東京都出身の昭和~平成時代に活躍する日本の彫刻家です。
仏像や宗教的雰囲気の人物像を得意としており、木彫り作品を中心に制作しています。
その中でも『竹園生』という女性二人をモチーフにした作品は、ブロンズで制作されたものが総理官邸にもおさめられています。
彫刻家・橋本高昇の長男として生まれた橋本堅太郎は、小さい頃から父親の彫刻の木端を積木代わりに遊んでいましたが、父親や母親が苦労している姿を見ていたため、彫刻家になるつもりはまったくありませんでした。
ある日、父親から男兄弟三人のうち誰かが自分の後継者となってほしいと願い出ましたが、兄弟全員その申し出を断りました。
それから数年経ち、父親の制作する後姿を改めて見た時に、いつもと変わらない風景なのに何か気になる部分があり、彫刻家になる事を決意しました。
その事を伝えると父親は大変喜び、橋本堅太郎自身も心が暖かくなったといいます。
この時、橋本堅太郎は甘い気持ちで彫刻家になる事を決意したため、後に制作の壁にぶち当たった時にどうしたら良いのか迷う事になります。
こうして東京藝術大学を受験するために清水多嘉示にデッサンを学び、無事に合格すると平櫛田中に師事し、卒業の翌年に日展で初出品・初入選を果たしました。

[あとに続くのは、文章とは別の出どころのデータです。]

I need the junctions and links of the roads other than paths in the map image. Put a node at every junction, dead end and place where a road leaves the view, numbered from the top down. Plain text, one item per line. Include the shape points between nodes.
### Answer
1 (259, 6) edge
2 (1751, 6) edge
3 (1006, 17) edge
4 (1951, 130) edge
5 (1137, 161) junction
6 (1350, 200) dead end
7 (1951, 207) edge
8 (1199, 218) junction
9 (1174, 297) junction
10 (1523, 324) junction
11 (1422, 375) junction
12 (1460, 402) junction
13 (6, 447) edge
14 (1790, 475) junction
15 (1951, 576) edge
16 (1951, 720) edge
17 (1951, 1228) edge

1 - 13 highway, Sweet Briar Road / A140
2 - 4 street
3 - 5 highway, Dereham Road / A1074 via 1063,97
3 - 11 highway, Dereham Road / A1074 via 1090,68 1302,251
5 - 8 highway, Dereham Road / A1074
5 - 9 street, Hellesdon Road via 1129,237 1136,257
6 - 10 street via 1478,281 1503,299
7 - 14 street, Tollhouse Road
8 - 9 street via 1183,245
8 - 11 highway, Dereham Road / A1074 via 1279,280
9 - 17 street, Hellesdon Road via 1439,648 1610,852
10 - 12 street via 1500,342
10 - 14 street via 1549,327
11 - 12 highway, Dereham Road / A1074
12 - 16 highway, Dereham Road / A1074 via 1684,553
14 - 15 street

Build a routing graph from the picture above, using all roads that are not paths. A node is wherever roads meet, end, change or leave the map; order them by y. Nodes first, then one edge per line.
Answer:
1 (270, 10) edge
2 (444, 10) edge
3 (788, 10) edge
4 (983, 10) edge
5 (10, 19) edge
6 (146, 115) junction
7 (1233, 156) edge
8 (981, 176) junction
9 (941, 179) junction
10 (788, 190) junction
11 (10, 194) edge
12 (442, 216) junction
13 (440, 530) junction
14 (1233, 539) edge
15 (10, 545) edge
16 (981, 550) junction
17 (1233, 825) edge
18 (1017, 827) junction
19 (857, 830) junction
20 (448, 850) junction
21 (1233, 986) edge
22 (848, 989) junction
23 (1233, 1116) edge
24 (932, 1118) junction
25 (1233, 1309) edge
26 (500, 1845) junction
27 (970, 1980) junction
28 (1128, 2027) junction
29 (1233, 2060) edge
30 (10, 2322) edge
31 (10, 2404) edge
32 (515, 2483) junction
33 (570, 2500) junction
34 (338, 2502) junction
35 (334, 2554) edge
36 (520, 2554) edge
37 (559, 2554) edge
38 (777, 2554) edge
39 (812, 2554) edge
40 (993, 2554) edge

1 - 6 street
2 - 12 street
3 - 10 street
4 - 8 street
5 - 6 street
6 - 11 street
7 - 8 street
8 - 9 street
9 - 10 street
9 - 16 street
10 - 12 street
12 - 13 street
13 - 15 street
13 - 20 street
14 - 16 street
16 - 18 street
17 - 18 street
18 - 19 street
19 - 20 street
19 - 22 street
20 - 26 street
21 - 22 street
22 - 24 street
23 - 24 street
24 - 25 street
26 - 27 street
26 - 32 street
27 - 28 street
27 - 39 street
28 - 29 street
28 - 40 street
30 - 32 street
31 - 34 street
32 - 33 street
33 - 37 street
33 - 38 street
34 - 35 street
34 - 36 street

しかし、次の日展では落選となり、親、親戚も道楽息子扱いをしているように感じ、東京にいる事に耐えられず、京都・奈良へ向かいます。
行く当てもなくフラフラとしていたある日、奈良の聖林寺で住職に声をかけられ、「まだ若いんだからこれから失恋したり親が死んだりして心が動いた時に深く考えるといい」という言葉を受けて、その言葉がスムーズに入ってくる事に気付きました。
それから様々な人と出会い、自分の生き方の甘さや、いい加減さに気付き、自身の歩む道をしっかりと捉え、深い精神性を築きあげていきました。
こうして再び日展に出品するようになると連続入選を果たし、最終的には日本芸術院賞を受賞するまでとなり、日本芸術院会員として活躍を見せるようになります。
また、伊勢神宮の式年遷宮の神馬の制作を行うなど、彫刻家として充実した日々を過ごしながら作品制作にあたっています。